--- Task inputs ---
++++++++++++++++++++

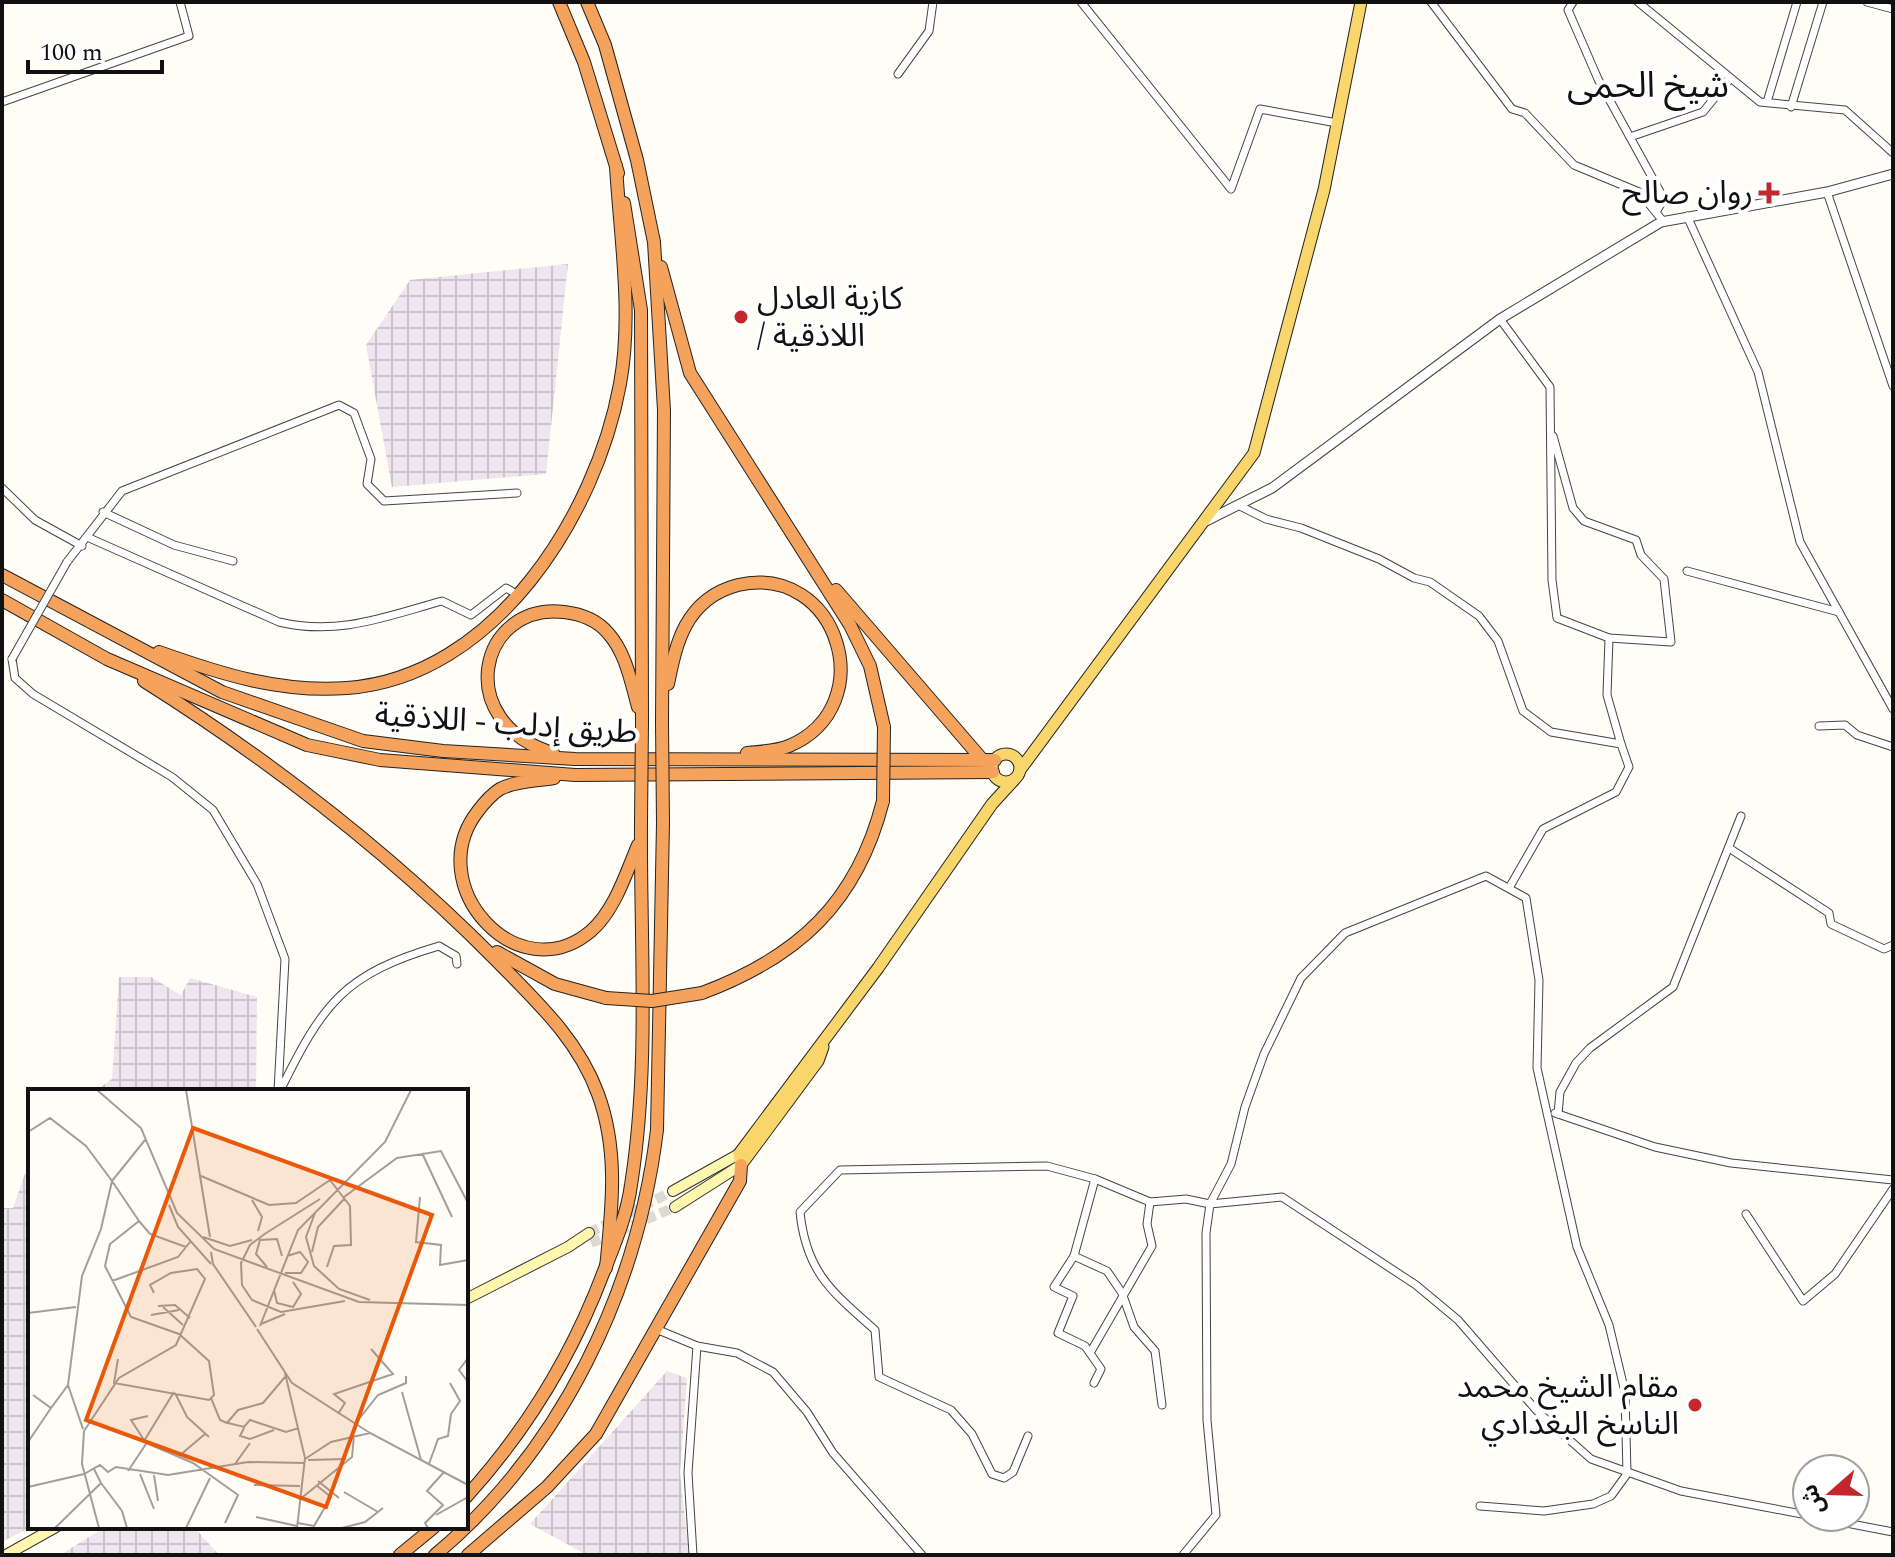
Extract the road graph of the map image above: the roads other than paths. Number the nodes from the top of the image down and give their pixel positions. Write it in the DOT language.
graph roads {
  1 [pos="180,2"];
  2 [pos="559,2"];
  3 [pos="587,2"];
  4 [pos="933,2"];
  5 [pos="1081,2"];
  6 [pos="1431,2"];
  7 [pos="1573,2"];
  8 [pos="1638,2"];
  9 [pos="1797,2"];
  10 [pos="1823,2"];
  11 [pos="1867,2"];
  12 [pos="1357,3"];
  13 [pos="1893,9"];
  14 [pos="898,74"];
  15 [pos="1730,79"];
  16 [pos="2,102"];
  17 [pos="1767,102"];
  18 [pos="1791,107"];
  19 [pos="1337,123"];
  20 [pos="1630,137"];
  21 [pos="1893,153"];
  22 [pos="616,166"];
  23 [pos="1893,174"];
  24 [pos="1827,192"];
  25 [pos="1656,212"];
  26 [pos="1687,215"];
  27 [pos="1663,221"];
  28 [pos="654,242"];
  29 [pos="1500,319"];
  30 [pos="1893,386"];
  31 [pos="1550,426"];
  32 [pos="2,488"];
  33 [pos="517,493"];
  34 [pos="1238,505"];
  35 [pos="103,512"];
  36 [pos="1202,523"];
  37 [pos="87,537"];
  38 [pos="82,546"];
  39 [pos="233,561"];
  40 [pos="814,564"];
  41 [pos="1687,571"];
  42 [pos="2,575"];
  43 [pos="518,595"];
  44 [pos="2,600"];
  45 [pos="1839,612"];
  46 [pos="114,636"];
  47 [pos="1609,638"];
  48 [pos="107,659"];
  49 [pos="1893,709"];
  50 [pos="642,722"];
  51 [pos="662,723"];
  52 [pos="1819,726"];
  53 [pos="1037,744"];
  54 [pos="1621,744"];
  55 [pos="1893,747"];
  56 [pos="1009,755"];
  57 [pos="980,757"];
  58 [pos="575,759"];
  59 [pos="694,761"];
  60 [pos="995,770"];
  61 [pos="575,775"];
  62 [pos="1017,775"];
  63 [pos="992,804"];
  64 [pos="1741,816"];
  65 [pos="641,838"];
  66 [pos="1729,848"];
  67 [pos="1509,888"];
  68 [pos="451,915"];
  69 [pos="1893,945"];
  70 [pos="457,964"];
  71 [pos="279,1089"];
  72 [pos="280,1089"];
  73 [pos="1545,1110"];
  74 [pos="1558,1114"];
  75 [pos="740,1159"];
  76 [pos="1095,1179"];
  77 [pos="1893,1180"];
  78 [pos="1893,1189"];
  79 [pos="673,1191"];
  80 [pos="1150,1202"];
  81 [pos="1210,1204"];
  82 [pos="675,1207"];
  83 [pos="1746,1214"];
  84 [pos="590,1238"];
  85 [pos="1074,1256"];
  86 [pos="606,1268"];
  87 [pos="1122,1293"];
  88 [pos="468,1298"];
  89 [pos="656,1329"];
  90 [pos="697,1346"];
  91 [pos="1090,1353"];
  92 [pos="1094,1383"];
  93 [pos="1162,1405"];
  94 [pos="1028,1436"];
  95 [pos="1627,1474"];
  96 [pos="468,1495"];
  97 [pos="1480,1506"];
  98 [pos="1791,1512"];
  99 [pos="468,1527"];
  100 [pos="1871,1528"];
  101 [pos="52,1529"];
  102 [pos="432,1529"];
  103 [pos="466,1529"];
  104 [pos="1893,1532"];
  105 [pos="6,1555"];
  106 [pos="400,1555"];
  107 [pos="435,1555"];
  108 [pos="468,1555"];
  109 [pos="693,1555"];
  110 [pos="922,1555"];
  111 [pos="1183,1555"];
  1 -- 16 [label="street"];
  2 -- 22 [label="highway"];
  3 -- 28 [label="highway"];
  4 -- 14 [label="street"];
  5 -- 19 [label="street"];
  6 -- 25 [label="street"];
  7 -- 20 [label="street"];
  8 -- 15 [label="street"];
  9 -- 17 [label="street"];
  10 -- 18 [label="street"];
  11 -- 13 [label="street"];
  12 -- 19 [label="main road"];
  15 -- 17 [label="street"];
  15 -- 20 [label="street"];
  17 -- 18 [label="street"];
  18 -- 21 [label="street"];
  19 -- 36 [label="main road"];
  20 -- 25 [label="street"];
  22 -- 43 [label="highway"];
  22 -- 50 [label="highway"];
  23 -- 24 [label="street"];
  24 -- 26 [label="street"];
  24 -- 30 [label="street"];
  25 -- 27 [label="street"];
  26 -- 27 [label="street"];
  26 -- 45 [label="street"];
  27 -- 29 [label="street"];
  28 -- 40 [label="highway"];
  28 -- 51 [label="highway"];
  29 -- 31 [label="street"];
  29 -- 34 [label="street"];
  31 -- 47 [label="street"];
  31 -- 47 [label="street"];
  32 -- 38 [label="street"];
  33 -- 35 [label="street"];
  34 -- 36 [label="street"];
  34 -- 54 [label="street"];
  35 -- 37 [label="street"];
  35 -- 39 [label="street"];
  36 -- 53 [label="main road"];
  37 -- 38 [label="street"];
  37 -- 43 [label="street"];
  38 -- 71 [label="street, bridge"];
  40 -- 57 [label="highway"];
  40 -- 68 [label="highway, bridge"];
  41 -- 45 [label="street"];
  42 -- 46 [label="highway, طريق إدلب - اللاذقية"];
  43 -- 46 [label="highway"];
  44 -- 48 [label="highway, طريق إدلب - اللاذقية"];
  45 -- 49 [label="street"];
  46 -- 58 [label="highway, طريق إدلب - اللاذقية"];
  47 -- 54 [label="street"];
  48 -- 61 [label="highway, طريق إدلب - اللاذقية"];
  48 -- 68 [label="highway"];
  50 -- 58 [label="highway"];
  50 -- 65 [label="highway, bridge"];
  51 -- 59 [label="highway"];
  51 -- 99 [label="highway, bridge"];
  52 -- 55 [label="street"];
  53 -- 56 [label="main road"];
  53 -- 62 [label="main road"];
  54 -- 67 [label="street"];
  56 -- 60 [label="main road"];
  56 -- 62 [label="main road"];
  57 -- 59 [label="highway, طريق إدلب - اللاذقية"];
  57 -- 60 [label="highway, طريق إدلب - اللاذقية"];
  58 -- 59 [label="highway, طريق إدلب - اللاذقية"];
  60 -- 61 [label="highway, طريق إدلب - اللاذقية"];
  60 -- 62 [label="main road"];
  60 -- 63 [label="main road"];
  61 -- 65 [label="highway"];
  62 -- 63 [label="main road"];
  63 -- 75 [label="main road"];
  64 -- 66 [label="street"];
  65 -- 86 [label="highway"];
  66 -- 69 [label="street"];
  66 -- 74 [label="street"];
  67 -- 73 [label="street"];
  67 -- 81 [label="street"];
  68 -- 86 [label="highway"];
  70 -- 72 [label="street"];
  73 -- 74 [label="street"];
  73 -- 95 [label="street"];
  74 -- 77 [label="street"];
  75 -- 79 [label="main road"];
  75 -- 82 [label="main road"];
  75 -- 89 [label="highway"];
  76 -- 80 [label="street"];
  76 -- 85 [label="street"];
  76 -- 94 [label="street"];
  78 -- 83 [label="street"];
  80 -- 81 [label="street"];
  80 -- 87 [label="street"];
  81 -- 95 [label="street"];
  81 -- 111 [label="street"];
  84 -- 88 [label="main road"];
  85 -- 87 [label="street"];
  85 -- 91 [label="street"];
  86 -- 96 [label="highway"];
  87 -- 91 [label="street"];
  87 -- 93 [label="street"];
  89 -- 90 [label="street"];
  89 -- 108 [label="highway"];
  90 -- 109 [label="street"];
  90 -- 110 [label="street"];
  91 -- 92 [label="street"];
  95 -- 97 [label="street"];
  95 -- 98 [label="street"];
  100 -- 104 [label="street"];
  101 -- 105 [label="main road"];
  102 -- 106 [label="highway"];
  103 -- 107 [label="highway, bridge"];
}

++++++++++++++++++++

--- What the task requires ---
Throughout the data above, report every line that contains the string "طريق".

--- Result below ---
  42 -- 46 [label="highway, طريق إدلب - اللاذقية"];
  44 -- 48 [label="highway, طريق إدلب - اللاذقية"];
  46 -- 58 [label="highway, طريق إدلب - اللاذقية"];
  48 -- 61 [label="highway, طريق إدلب - اللاذقية"];
  57 -- 59 [label="highway, طريق إدلب - اللاذقية"];
  57 -- 60 [label="highway, طريق إدلب - اللاذقية"];
  58 -- 59 [label="highway, طريق إدلب - اللاذقية"];
  60 -- 61 [label="highway, طريق إدلب - اللاذقية"];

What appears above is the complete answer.